La sección tercera de la Audiencia de Barcelona ha decidido dejar en libertad provisional a Santi Laiglesa, el principal sospechoso de la muerte de la mataronense Helena Jubany, que estaba ingresado en prisión desde el 28 de noviembre por orden de la jueza de Sabadell que instruye el caso. Los magistrados consideran “controvertida” la cuestión que tiene como objeto “la fiabilidad o la consistencia” del nuevo informe de ADN que motivó la decisión de la jueza, si bien opinan que la incriminación del acusado no resulta “ni irracional ni arbitraria”. En cambio, consideran que la jueza de Sabadell no justifica suficientemente el riesgo de fuga de Laiglesa, por lo que adoptan la decisión de admitir el recurso de la defensa y dejarlo en libertad.
El 28 de noviembre, la jueza titular del juzgado de primera instancia número dos de Sabadell enviaba a prisión provisional sin fianza a Laiglesa como presunto autor del homicidio de Helena Jubany en 2001, tal y como habían solicitado la Fiscalía y la acusación particular.
El principal sospechoso del caso ya estuvo imputado cuando ocurrieron los hechos, pero 24 años después, las nuevas técnicas científicas han permitido detectar su ADN en la ropa que llevaba Jubany el día que fue arrojada al vacío desde la azotea de un edificio de Sabadell. Su defensa recurrió ante la Audiencia de Barcelona el encarcelamiento provisional, que ahora resuelve que la magistrada no justificó suficientemente el riesgo de fuga para privar de libertad a Laiglesa.
Con todo, los magistrados confirman la valoración del juzgado de instrucción, y opinan que la incriminación del investigado, como posible autor de los hechos, no resulta, “a la vista del conjunto de los datos indiciarios obtenidos en la instrucción, ni irracional ni arbitraria”.

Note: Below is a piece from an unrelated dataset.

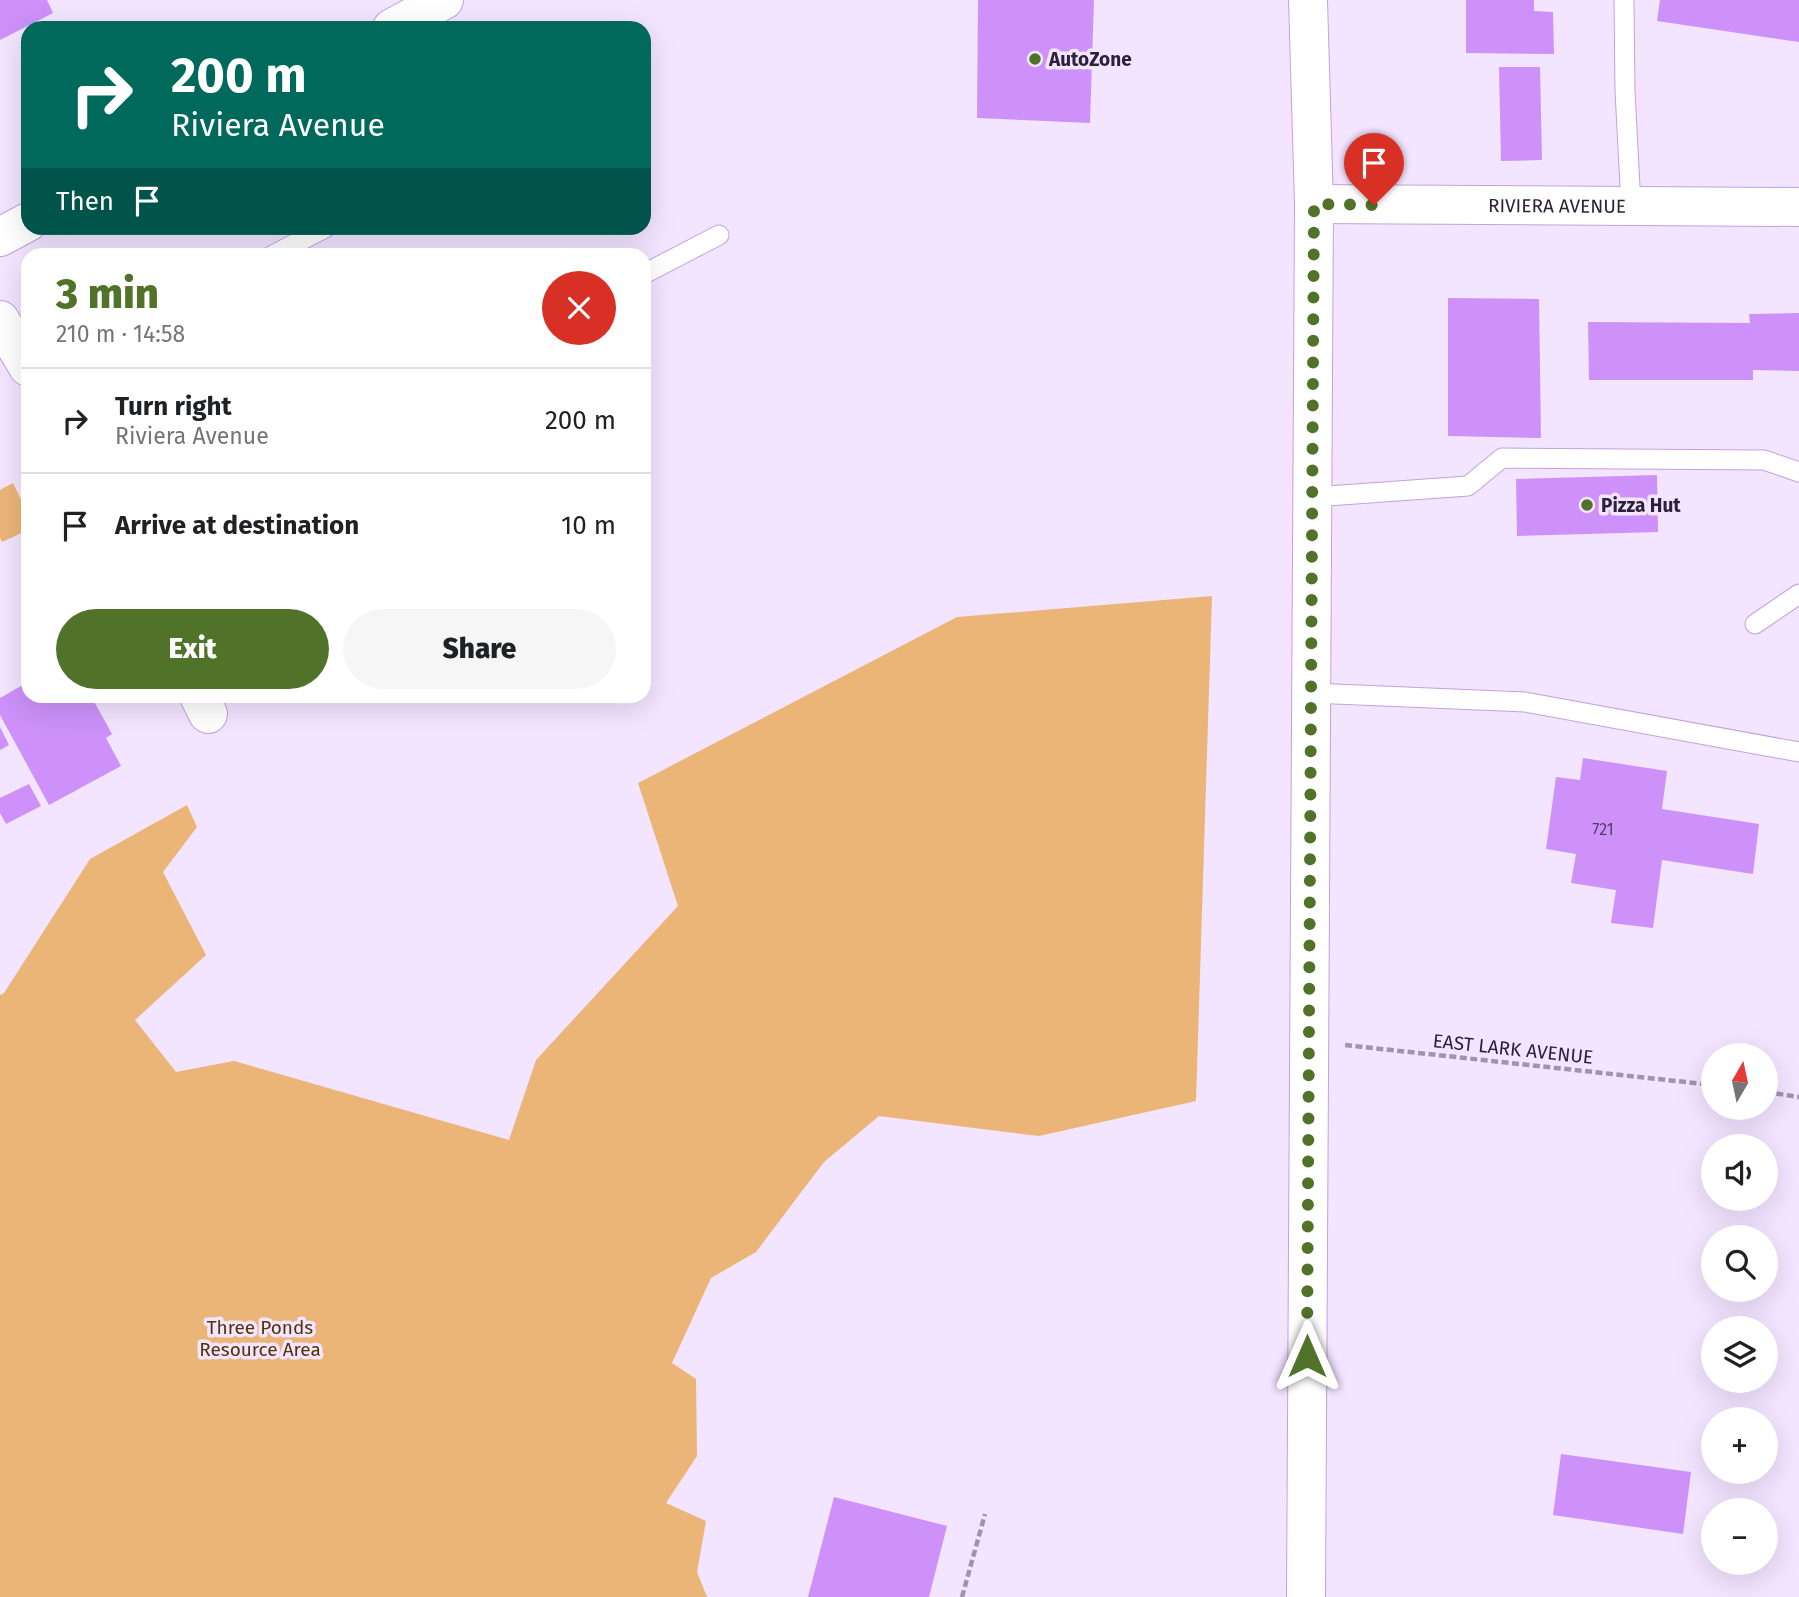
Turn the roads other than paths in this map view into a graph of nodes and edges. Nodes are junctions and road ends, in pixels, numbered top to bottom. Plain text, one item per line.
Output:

Los indicios de criminalidad no se discuten
El abogado de la familia de Helena Jubany, Benet Salellas, subraya, precisamente, que la decisión de la Audiencia no discute “en ningún momento” que existan “indicios de criminalidad” contra Laiglesa, al tiempo que destaca que los magistrados remiten la discusión sobre la prueba del ADN a la fase de enjuiciamiento.
Sobre el riesgo de fuga, el argumento que ha motivado la puesta en libertad del acusado, Salellas destaca el hecho de que la Audiencia ha considerado que en un expediente en el que han transcurrido 25 años y en el que el investigado —con familia y trabajo— ha comparecido puntualmente siempre que ha sido llamado, este riesgo es “menor” y “no puede justificar” la privación de libertad. Pero recuerda que los magistrados han impuesto otras medidas cautelares a Laiglesa como la entrega del pasaporte y las comparecencias mensuales.